Asking people to modify their buying habits and buy less stuff, and to build the costs of waste diversion into the price for products is a risky stance for a politician. But I don’t agree that an incinerator is a solution that will allow people to live the same lifestyle they do today as I've seen as a response to my stance. As I noted above, by the time we feed those end-products into the fire we’ve perpetuated producer and consumer behaviours that are accelerating a cascade of climate disasters that are already diminishing our lifestyle and health, and that will be even worse for our kids.

City staff have held out building another landfill as the alternative to building an incinerator. I would sooner go down that path, building something with a fixed capacity in the hope that we'll use that capacity only sparingly than build an ever-hungry fiery maw that fails to address the fundamental climate issue of our time.

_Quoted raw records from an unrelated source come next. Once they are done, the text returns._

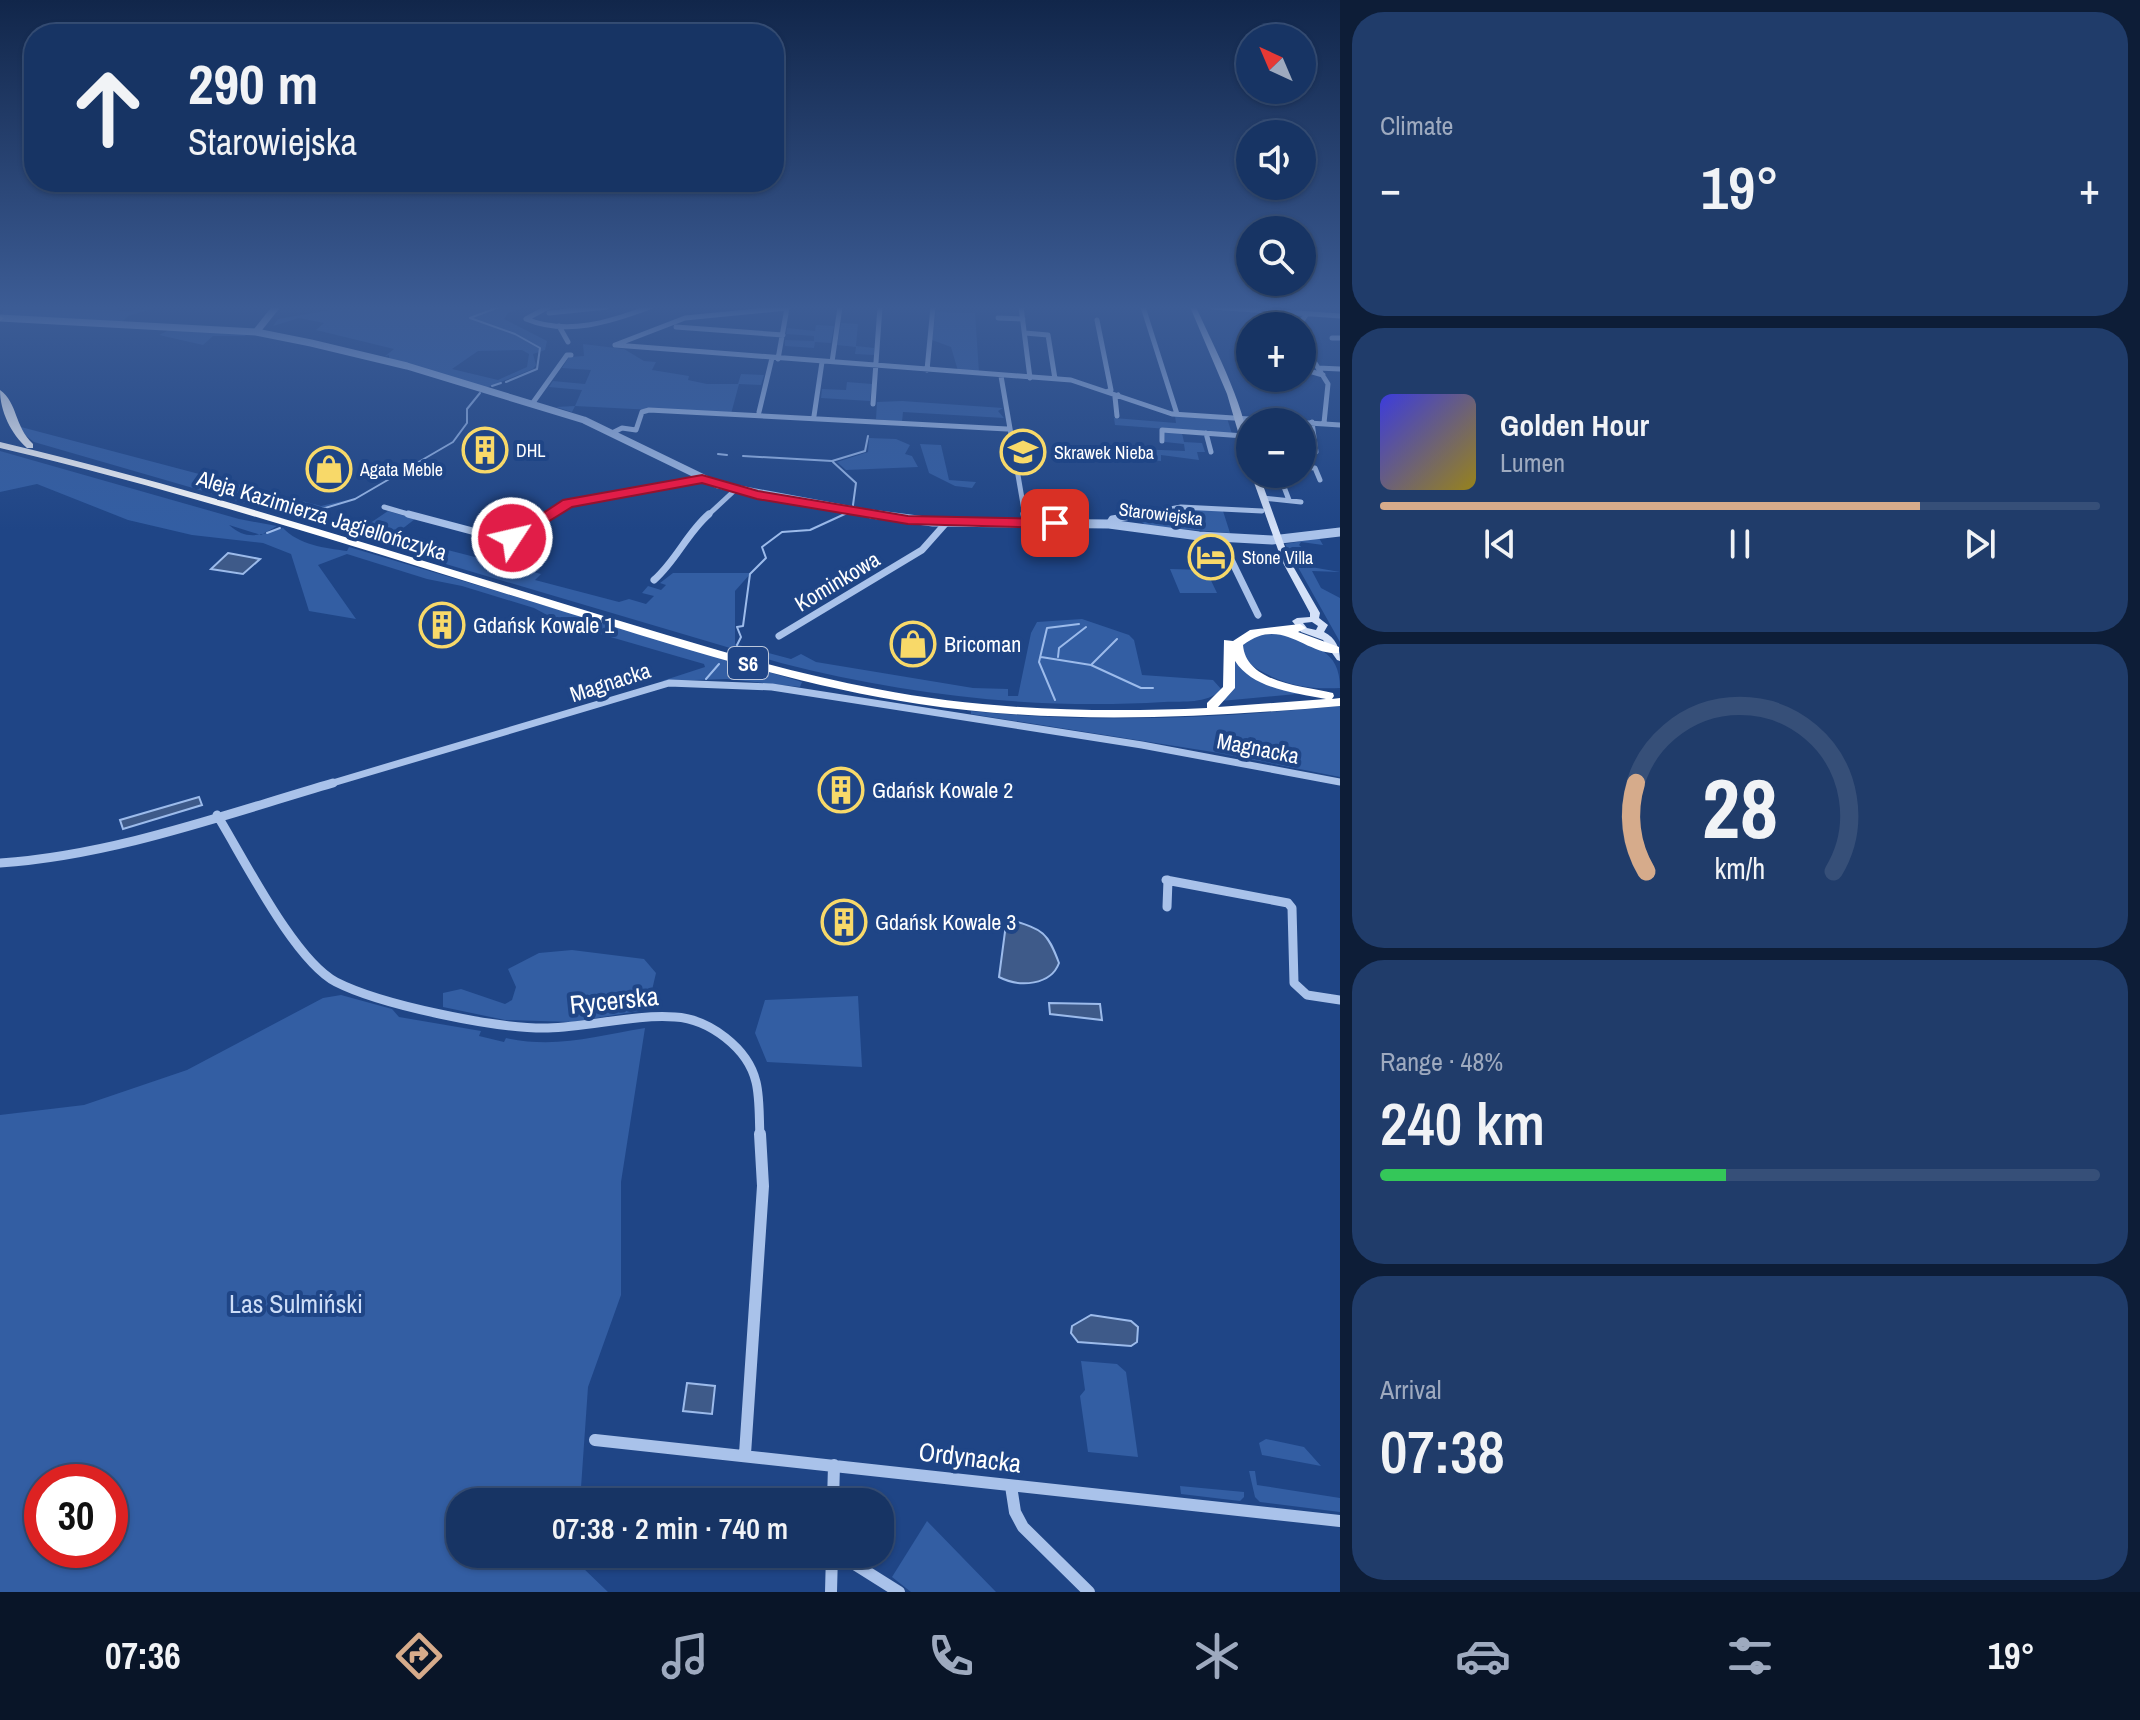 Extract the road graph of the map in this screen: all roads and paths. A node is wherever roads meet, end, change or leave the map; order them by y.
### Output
1 (456, 381) edge
2 (548, 381) edge
3 (768, 381) edge
4 (819, 381) edge
5 (875, 381) edge
6 (1002, 381) edge
7 (1078, 381) edge
8 (1109, 381) edge
9 (1167, 381) edge
10 (1223, 381) edge
11 (1326, 381) edge
12 (1108, 391) junction
13 (0, 393) edge
14 (1118, 395) junction
15 (532, 404) junction
16 (873, 404) dead end
17 (759, 412) dead end
18 (1236, 412) edge
19 (1177, 414) junction
20 (814, 416) dead end
21 (1117, 416) dead end
22 (1236, 417) edge
23 (1316, 422) edge
24 (1324, 423) junction
25 (1340, 425) edge
26 (1007, 429) junction
27 (614, 432) junction
28 (1206, 433) junction
29 (1236, 435) edge
30 (1162, 441) dead end
31 (0, 442) edge
32 (30, 446) junction
33 (1211, 452) dead end
34 (1316, 470) edge
35 (702, 479) junction
36 (1320, 480) dead end
37 (1260, 488) edge
38 (1284, 488) edge
39 (735, 490) junction
40 (1263, 498) junction
41 (1289, 500) junction
42 (1301, 502) dead end
43 (384, 507) dead end
44 (1262, 511) dead end
45 (946, 523) junction
46 (1026, 524) junction
47 (1109, 524) junction
48 (1340, 532) edge
49 (1220, 537) junction
50 (1277, 540) junction
51 (654, 580) dead end
52 (1258, 615) dead end
53 (1314, 619) junction
54 (1299, 624) junction
55 (1279, 630) junction
56 (1320, 631) junction
57 (779, 636) dead end
58 (1337, 654) edge
59 (1336, 697) edge
60 (1212, 706) junction
61 (1340, 782) edge
62 (217, 815) junction
63 (0, 863) edge
64 (1167, 907) dead end
65 (1340, 1000) edge
66 (595, 1440) dead end
67 (745, 1454) junction
68 (834, 1465) junction
69 (1011, 1486) junction
70 (833, 1488) edge
71 (1340, 1521) edge
72 (832, 1568) edge
73 (861, 1568) edge
74 (831, 1592) edge
75 (899, 1592) edge
76 (1089, 1592) edge

1 - 15 street, Starowiejska
2 - 15 street
3 - 17 street
4 - 20 street
5 - 16 street
6 - 26 street
7 - 12 street
8 - 12 street
9 - 19 street
10 - 18 main road
11 - 24 street
12 - 14 street
13 - 32 highway
14 - 19 street
14 - 21 street
15 - 27 street, Starowiejska
19 - 22 street
23 - 24 street
24 - 25 street
26 - 27 street
26 - 46 street
27 - 35 street, Starowiejska
28 - 29 street
28 - 30 street
28 - 33 street
31 - 32 highway, Aleja Kazimierza Jagiellończyka / S6
31 - 59 highway, Aleja Kazimierza Jagiellończyka / S6
32 - 60 highway, Aleja Kazimierza Jagiellończyka / S6
34 - 36 street
35 - 39 street, Starowiejska
35 - 43 street
37 - 40 main road
38 - 41 street
39 - 45 street, Starowiejska
39 - 51 street
40 - 41 street
40 - 50 main road
41 - 42 street
44 - 47 street
45 - 46 street, Starowiejska
45 - 57 street, Kominkowa
46 - 47 street, Starowiejska
47 - 49 street, Starowiejska
48 - 50 street, Starowiejska
49 - 50 street, Starowiejska
49 - 52 street
50 - 53 main road
53 - 54 main road
53 - 56 main road
54 - 55 highway
54 - 56 main road
54 - 60 highway
55 - 58 highway
55 - 59 highway
56 - 58 main road
59 - 60 highway, Aleja Kazimierza Jagiellończyka / S6
61 - 62 street, Magnacka
62 - 63 street, Magnacka
62 - 67 street, Rycerska
64 - 65 street
66 - 67 street, Ordynacka
67 - 68 street, Ordynacka
68 - 69 street, Ordynacka
68 - 70 street
69 - 71 street, Ordynacka
69 - 76 street
72 - 74 street
73 - 75 street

Post-script: Anticipating some of the reaction to this post, I was a very impressionable high school student in 1987 when the Brundtland Report was released, and it continues to shape my thinking today. It's challenging and controversial to suggest that consumers are a part of the solution to waste and the pollution and GHG impacts of production. Many will assert that capitalist structures of production and consumption are more important to address than guilting consumers to use refillable laundry detergent, and I tend to agree. But I also continue to believe in the fundamental truth of Brundtland's statement as follows, the truth of which I don't think we can deny: "Living standards that go beyond the basic minimum are sustainable only if consumption standards everywhere have regard for long-term sustainability. Yet many of us live beyond the world's ecological means, for instance in our patterns of energy use. Perceived needs are socially and culturally determined, and sustainable development requires the promotion of values that encourage consumption standards that are within the bounds of the ecological possible and to which all can reasonably aspire."

Post post-script: Probably the most accessible, entertaining and intelligent look at waste I've read was this summer's Wasteland: The Secret World of Waste and the Urgent Search for a Cleaner Future by Oliver Franklin-Wallis. I strongly recommend it to anyone with an interest in the topic.